É de todo verossímil o argumento do procurador-geral da República, Roberto Gurgel, segundo o qual "pessoas que estão morrendo de medo do processo do mensalão" estão por trás das tentativas de convocá-lo a depor na CPI do Cachoeira. A razão invocada é a demora de Gurgel em pedir ao STF abertura de inquérito contra o senador goiano Demóstenes Torres por suas ligações com o contraventor Carlos Augusto Ramos, o Carlinhos Cachoeira.
Na realidade, o procurador está na mira do PT e do ex-presidente Lula pelo menos desde que começou a ganhar corpo a possibilidade de iniciar-se em breve o julgamento dos 38 réus, a começar pelo ex-ministro e deputado cassado José Dirceu, do esquema de corrupção que Gurgel considera "o maior atentado à democracia brasileira". O intento de intimidá-lo e, no limite, desmoralizá-lo antecede o escândalo que levou à CPI - e foi uma das razões por que o PT se bateu por sua criação.
Ainda que os parlamentares que defendem a convocação de Gurgel se movessem exclusivamente pela busca da verdade, ela esbarra em dois obstáculos substanciais. O primeiro é de natureza jurídica. Se viesse a depor, ele ficaria inabilitado a conduzir a ação contra Demóstenes. Ninguém, decerto, é insubstituível, mas a mudança reduziria as chances de sucesso da ação. Na CPI, há quem sugira, para contornar essa dificuldade, que se convoque no seu lugar a subprocuradora Cláudia Sampaio Marques. Foi ela quem recebeu o relatório da Operação Vegas, da Polícia Federal, que poderia incriminar o senador há mais tempo. Cláudia é casada com Gurgel.
Mas a manobra não eliminaria a segunda barreira, de natureza política: a CPI foi constituída para investigar os elos de Cachoeira com agentes públicos e privados - funcionários, políticos, empresários e outros profissionais -, não para investigar o procurador-geral ou a subprocuradora. Se o fizesse, não só se descaracterizaria, como as suas conclusões dificilmente poderiam produzir efeitos práticos no âmbito da Justiça. Qualquer iniciativa contra Gurgel deve se radicar no foro apropriado, o Conselho Nacional do Ministério Público. A questão de fundo, de todo modo, são as dúvidas sobre a sua conduta no caso.
Em 15 de setembro de 2009, chegou à Procuradoria o relatório da Operação Vegas. Segundo disse à CPI o delegado Raul Alexandre Marques Souza, da Polícia Federal, Cláudia informou ao órgão que não havia encontrado no texto elementos que justificassem uma investigação sobre Demóstenes. Passados dois anos e meio, em 27 de março último - cinco dias depois de O Globo publicar as primeiras degravações de conversas entre ele e Cachoeira -, Gurgel foi ao STF contra o senador. "Não há argumento", reagiu o deputado Onyx Lorenzoni, do DEM catarinense, insuspeito portanto de se acumpliciar com o PT. "Ele (Gurgel) estava com a bomba atômica e nada fez."

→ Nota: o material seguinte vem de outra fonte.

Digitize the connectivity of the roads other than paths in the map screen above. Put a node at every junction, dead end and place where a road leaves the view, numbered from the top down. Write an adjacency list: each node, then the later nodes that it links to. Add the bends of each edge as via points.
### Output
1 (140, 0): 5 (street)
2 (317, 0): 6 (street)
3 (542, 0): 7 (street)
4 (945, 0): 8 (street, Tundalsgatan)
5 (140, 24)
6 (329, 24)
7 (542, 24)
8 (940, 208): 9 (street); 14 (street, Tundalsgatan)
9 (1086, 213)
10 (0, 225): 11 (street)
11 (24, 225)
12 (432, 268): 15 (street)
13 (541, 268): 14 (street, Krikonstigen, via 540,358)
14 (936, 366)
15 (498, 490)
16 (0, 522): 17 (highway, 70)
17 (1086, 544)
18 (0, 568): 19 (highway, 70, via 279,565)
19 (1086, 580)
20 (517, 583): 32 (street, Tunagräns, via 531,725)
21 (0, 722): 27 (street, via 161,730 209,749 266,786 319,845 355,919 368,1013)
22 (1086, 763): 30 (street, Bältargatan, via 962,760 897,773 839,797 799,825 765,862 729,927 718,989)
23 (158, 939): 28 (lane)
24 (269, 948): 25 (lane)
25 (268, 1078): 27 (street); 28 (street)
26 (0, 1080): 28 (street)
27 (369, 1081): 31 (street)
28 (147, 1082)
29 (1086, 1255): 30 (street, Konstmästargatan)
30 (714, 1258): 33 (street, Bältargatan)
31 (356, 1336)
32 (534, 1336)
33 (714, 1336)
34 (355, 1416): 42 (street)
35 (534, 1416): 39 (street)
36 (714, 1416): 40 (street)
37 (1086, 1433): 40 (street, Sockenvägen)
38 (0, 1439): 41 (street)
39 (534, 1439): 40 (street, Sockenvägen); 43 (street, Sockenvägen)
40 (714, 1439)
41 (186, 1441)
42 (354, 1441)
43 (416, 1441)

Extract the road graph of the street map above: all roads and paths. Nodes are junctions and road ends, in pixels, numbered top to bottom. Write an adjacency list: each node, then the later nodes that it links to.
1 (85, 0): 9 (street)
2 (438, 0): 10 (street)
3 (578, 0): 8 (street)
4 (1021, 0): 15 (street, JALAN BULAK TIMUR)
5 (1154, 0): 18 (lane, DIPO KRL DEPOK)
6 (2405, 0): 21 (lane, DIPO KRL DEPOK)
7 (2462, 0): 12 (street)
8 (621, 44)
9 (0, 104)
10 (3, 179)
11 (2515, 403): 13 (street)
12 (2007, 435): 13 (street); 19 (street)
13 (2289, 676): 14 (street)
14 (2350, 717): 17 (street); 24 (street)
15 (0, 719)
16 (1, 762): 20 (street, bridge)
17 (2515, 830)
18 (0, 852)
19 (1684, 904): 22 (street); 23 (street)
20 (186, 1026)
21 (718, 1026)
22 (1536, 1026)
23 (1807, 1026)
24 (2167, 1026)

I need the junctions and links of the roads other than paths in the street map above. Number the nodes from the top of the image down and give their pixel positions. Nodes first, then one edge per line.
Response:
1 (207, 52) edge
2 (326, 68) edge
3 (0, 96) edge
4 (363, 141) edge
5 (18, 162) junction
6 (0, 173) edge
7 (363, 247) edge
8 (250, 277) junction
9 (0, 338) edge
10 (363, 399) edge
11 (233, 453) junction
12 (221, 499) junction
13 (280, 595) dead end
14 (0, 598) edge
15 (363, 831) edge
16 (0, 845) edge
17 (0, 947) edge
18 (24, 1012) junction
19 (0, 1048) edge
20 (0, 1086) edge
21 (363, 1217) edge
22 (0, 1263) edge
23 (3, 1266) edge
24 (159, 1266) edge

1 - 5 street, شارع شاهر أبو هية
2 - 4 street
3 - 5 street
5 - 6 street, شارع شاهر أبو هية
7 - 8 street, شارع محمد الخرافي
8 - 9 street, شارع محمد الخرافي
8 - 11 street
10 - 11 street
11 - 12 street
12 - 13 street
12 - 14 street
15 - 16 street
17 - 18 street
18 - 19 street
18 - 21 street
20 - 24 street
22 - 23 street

Na linha da subprocuradora, Gurgel alega que o material de que dispunha inicialmente não sustentaria um pedido de inquérito. Além disso, o procedimento poderia se revelar contraproducente, prejudicando eventuais investigações contra outros suspeitos. "Não fosse essa opção", afirma, "não teríamos a Operação Monte Carlo, não teríamos todos esses fatos que acabaram vindo à tona." Pode ser. Mas na representação aparentemente tardia contra Demóstenes, ele incluiu uma vintena de conversas interceptadas no curso da Operação Vegas. O procurador replica que o material obtido pela Monte Claro deu àquelas degravações uma importância que por si sós não teriam.
Salvo evidências em contrário, a boa-fé de Gurgel não está em jogo - a menos que se queira desqualificá-lo com segundas intenções, como é o caso do PT.
É sobre isso que ele fala em entrevista a O Globo: "A atividade do Ministério Público tem como uma das suas características a de desagradar a muitos, se não a todos. Portanto, faz parte do nosso ofício saber que vamos ser alvos de pessoas que já foram alvos, e alvos notórios do Ministério Público, e que agora têm chance de tentar uma retaliação. E é isso que se está fazendo", concluiu.